# Normal ANN for observation operator

## Load in the required data

In [None]:
import os
import pandas as pd
from pathlib import Path
pad = Path(os.getcwd())
if pad.name == "ml_observation_operator":
    pad_correct = pad.parent
    os.chdir(pad_correct)
%run "ml_observation_operator/data_load_in.py"

Load in and select

In [None]:
ML_data_pad = Path("data/Zwalm_data/ML_data")
X_train_all = pd.read_pickle(ML_data_pad/"X_train.pkl")
X_test_all = pd.read_pickle(ML_data_pad/"X_test.pkl")
X_full_all = pd.read_pickle(ML_data_pad/"X_full.pkl")

X_train = pd.read_pickle(ML_data_pad/"X_train.pkl")
X_test = pd.read_pickle(ML_data_pad/"X_test.pkl")
X_full = pd.read_pickle(ML_data_pad/"X_full.pkl")

X_train_small = pd.read_pickle(ML_data_pad/"X_train_small.pkl")
X_test_small = pd.read_pickle(ML_data_pad/"X_test_small.pkl")
X_full_small = pd.read_pickle(ML_data_pad/"X_full_small.pkl")

y_train = pd.read_pickle(ML_data_pad/"y_train.pkl")
y_test = pd.read_pickle(ML_data_pad/"y_test.pkl")
y_full = pd.read_pickle(ML_data_pad/"y_full.pkl")

Cstar = pd.read_pickle(ML_data_pad/"Cstar.pkl")
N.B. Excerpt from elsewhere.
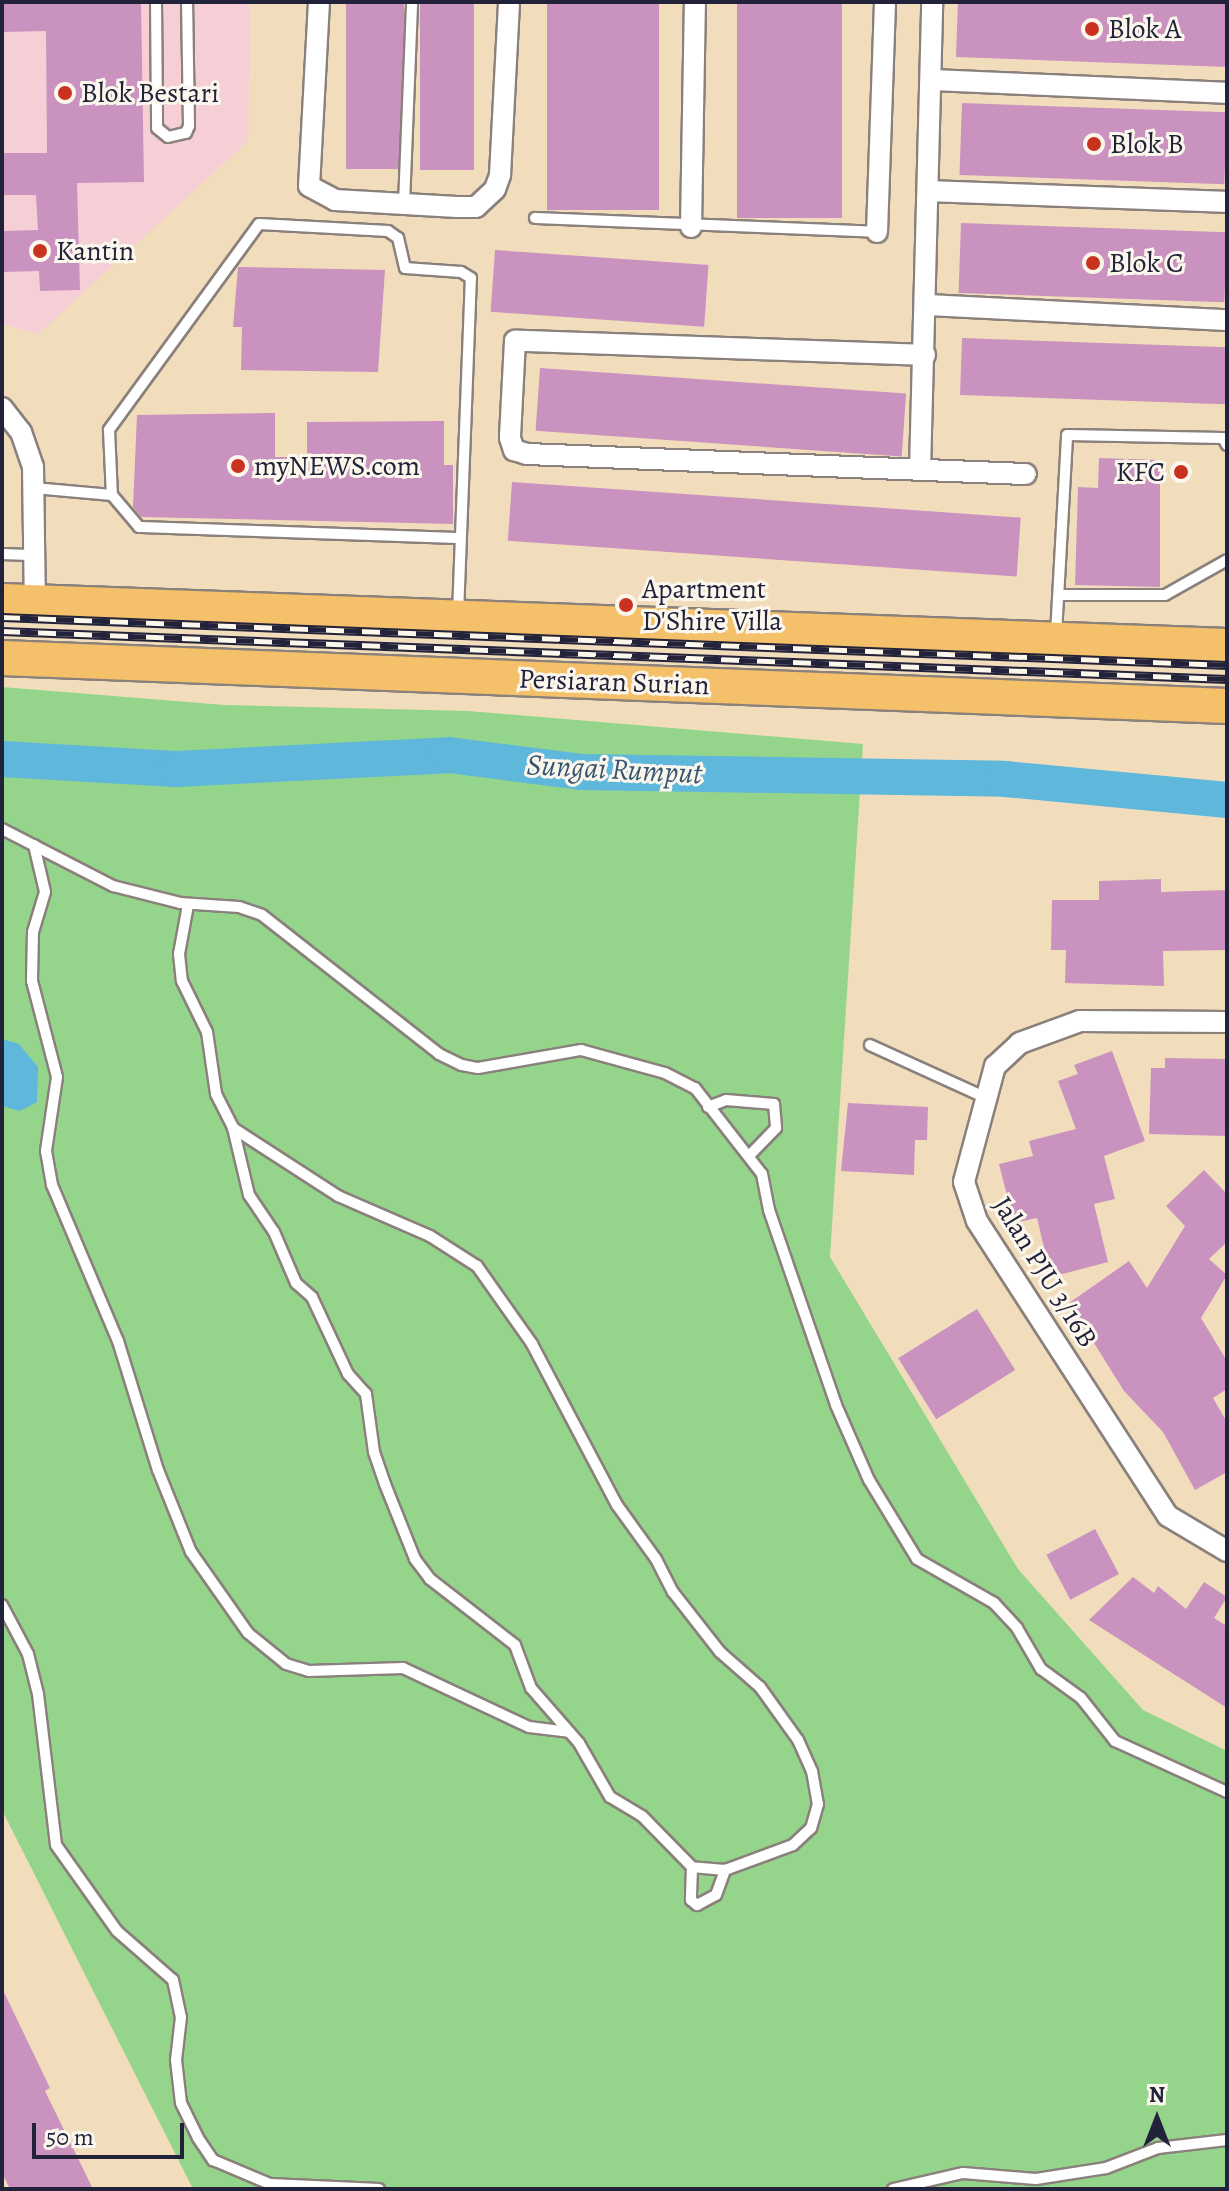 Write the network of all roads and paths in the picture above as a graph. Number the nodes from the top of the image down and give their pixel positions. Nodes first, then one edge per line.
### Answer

Analogous to the simple linear regression, delta_t is dropped because this does not contain valuable info when not including multiple timesteps!

In [None]:
X_train = X_train.drop('delta_t',axis = 1)
X_test = X_test.drop('delta_t',axis = 1)
X_full = X_full.drop('delta_t',axis = 1)
display(X_full.head())

X_train_small = X_train_small.drop('delta_t',axis = 1)
X_test_small = X_test_small.drop('delta_t',axis = 1)
X_full_small = X_full_small.drop('delta_t',axis = 1)
display(X_full_small.head())

## Load in used packages

In [None]:
import numpy as np
import matplotlib.pyplot as plt
import random as python_random
import tensorflow as tf
import tensorflow_addons as tfa
from tensorflow import keras
from keras import (models,layers)
from sklearn.metrics import r2_score
from sklearn.preprocessing import StandardScaler
from functions.plotting_functions import plot_tf_history
SEED =1234
#os.environ['PYTHONHASHSEED'] = str(SEED)
#os.environ['TF_DETERMINISTIC_OPS'] = '1'
python_random.seed(SEED)
np.random.seed(SEED)
tf.random.set_seed(SEED)
%load_ext autoreload 
%autoreload 2 

Normalisation of features

In [None]:
n_features = X_full.shape[1]
print("Number of features: " + str(n_features))
scaler = StandardScaler()
scaler.fit(y_train.values.reshape(-1,1))
y_train_norm = scaler.transform(y_train.values.reshape(-1,1))
y_test_norm = scaler.transform(y_test.values.reshape(-1,1))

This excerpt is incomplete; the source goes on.